WHAT TO DO: What lines in the material hold the string "main"? Copy out each of them.

(Beginning of RECORDS SUPPLIED)

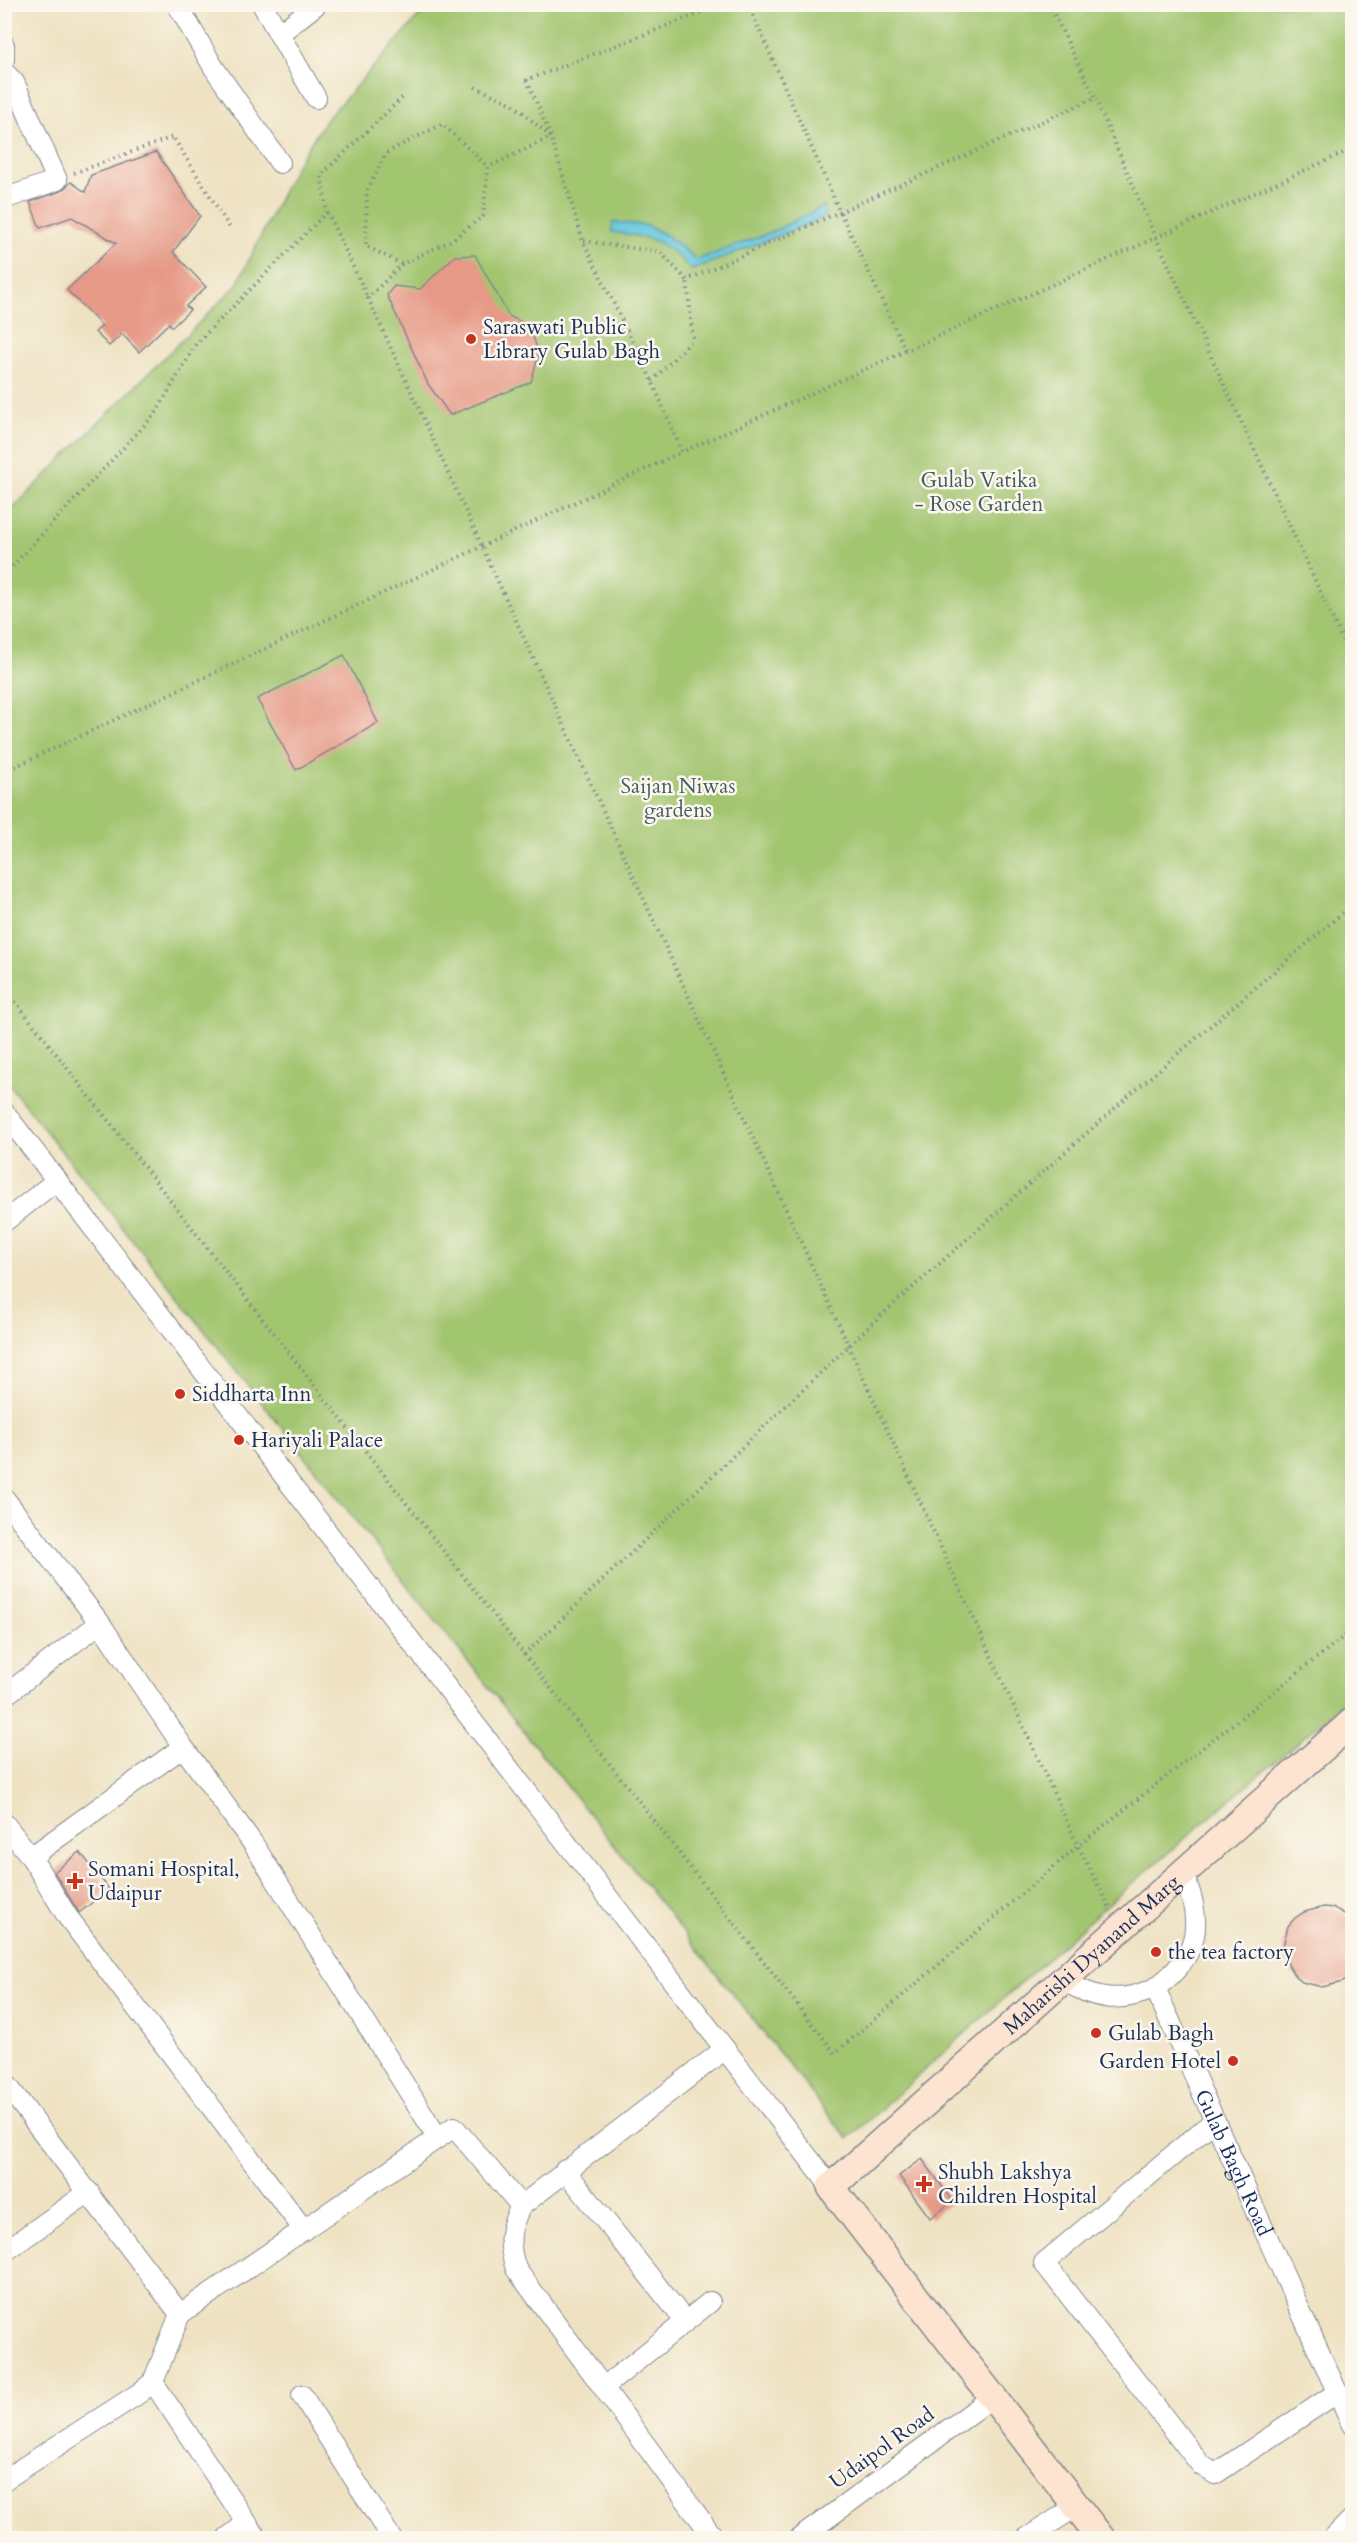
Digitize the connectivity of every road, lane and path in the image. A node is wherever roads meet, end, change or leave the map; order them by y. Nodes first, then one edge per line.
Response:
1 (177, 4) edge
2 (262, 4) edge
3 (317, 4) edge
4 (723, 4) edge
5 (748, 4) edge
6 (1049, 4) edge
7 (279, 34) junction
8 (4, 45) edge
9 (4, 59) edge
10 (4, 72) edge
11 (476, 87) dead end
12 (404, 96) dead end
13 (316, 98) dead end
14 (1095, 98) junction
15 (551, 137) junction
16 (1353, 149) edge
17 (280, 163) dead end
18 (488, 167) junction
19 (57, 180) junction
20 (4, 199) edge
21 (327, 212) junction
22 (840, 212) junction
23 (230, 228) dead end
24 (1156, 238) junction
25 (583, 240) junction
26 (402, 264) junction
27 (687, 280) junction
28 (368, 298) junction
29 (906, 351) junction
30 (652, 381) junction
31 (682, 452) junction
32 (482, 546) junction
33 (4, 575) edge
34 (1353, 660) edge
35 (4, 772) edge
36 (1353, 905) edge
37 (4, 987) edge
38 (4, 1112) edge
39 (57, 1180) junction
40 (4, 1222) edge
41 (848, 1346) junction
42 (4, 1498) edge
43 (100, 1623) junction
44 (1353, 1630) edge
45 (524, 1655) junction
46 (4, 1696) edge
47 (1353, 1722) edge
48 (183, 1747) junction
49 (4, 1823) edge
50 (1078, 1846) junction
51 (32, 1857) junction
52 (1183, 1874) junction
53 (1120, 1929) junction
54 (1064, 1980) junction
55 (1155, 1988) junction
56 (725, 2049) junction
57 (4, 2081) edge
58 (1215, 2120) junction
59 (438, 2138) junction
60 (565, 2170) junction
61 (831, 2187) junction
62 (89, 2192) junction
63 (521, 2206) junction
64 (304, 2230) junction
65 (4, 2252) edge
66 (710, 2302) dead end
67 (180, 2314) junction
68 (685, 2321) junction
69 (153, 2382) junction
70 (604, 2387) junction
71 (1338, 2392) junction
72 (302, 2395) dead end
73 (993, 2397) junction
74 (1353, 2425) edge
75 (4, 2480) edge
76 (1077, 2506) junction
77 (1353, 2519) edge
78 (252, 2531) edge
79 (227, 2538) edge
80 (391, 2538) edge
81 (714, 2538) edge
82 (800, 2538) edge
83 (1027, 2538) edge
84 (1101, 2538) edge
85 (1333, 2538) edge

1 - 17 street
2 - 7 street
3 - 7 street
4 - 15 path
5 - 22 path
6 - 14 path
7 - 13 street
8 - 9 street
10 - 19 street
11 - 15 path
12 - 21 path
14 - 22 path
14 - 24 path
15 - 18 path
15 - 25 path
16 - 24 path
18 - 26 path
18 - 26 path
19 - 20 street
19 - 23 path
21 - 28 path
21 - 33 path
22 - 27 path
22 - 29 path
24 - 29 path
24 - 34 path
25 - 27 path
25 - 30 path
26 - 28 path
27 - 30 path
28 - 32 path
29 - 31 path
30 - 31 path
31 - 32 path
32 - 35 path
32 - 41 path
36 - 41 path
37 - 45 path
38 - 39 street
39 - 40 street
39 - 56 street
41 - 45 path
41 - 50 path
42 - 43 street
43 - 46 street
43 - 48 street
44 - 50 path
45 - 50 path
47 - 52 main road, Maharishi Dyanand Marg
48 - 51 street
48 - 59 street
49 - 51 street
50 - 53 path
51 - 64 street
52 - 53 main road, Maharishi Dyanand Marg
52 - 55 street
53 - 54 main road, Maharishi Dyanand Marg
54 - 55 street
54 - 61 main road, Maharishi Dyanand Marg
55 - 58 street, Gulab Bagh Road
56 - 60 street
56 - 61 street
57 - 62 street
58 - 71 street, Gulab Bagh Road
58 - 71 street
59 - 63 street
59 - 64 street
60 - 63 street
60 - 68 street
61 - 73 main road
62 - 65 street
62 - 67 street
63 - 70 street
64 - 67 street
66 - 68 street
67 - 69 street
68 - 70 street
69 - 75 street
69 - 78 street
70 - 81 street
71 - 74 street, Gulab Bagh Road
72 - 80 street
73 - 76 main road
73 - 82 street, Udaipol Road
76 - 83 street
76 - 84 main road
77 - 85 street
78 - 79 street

(End of RECORDS SUPPLIED)

FINISHED EXERCISE:
47 - 52 main road, Maharishi Dyanand Marg
52 - 53 main road, Maharishi Dyanand Marg
53 - 54 main road, Maharishi Dyanand Marg
54 - 61 main road, Maharishi Dyanand Marg
61 - 73 main road
73 - 76 main road
76 - 84 main road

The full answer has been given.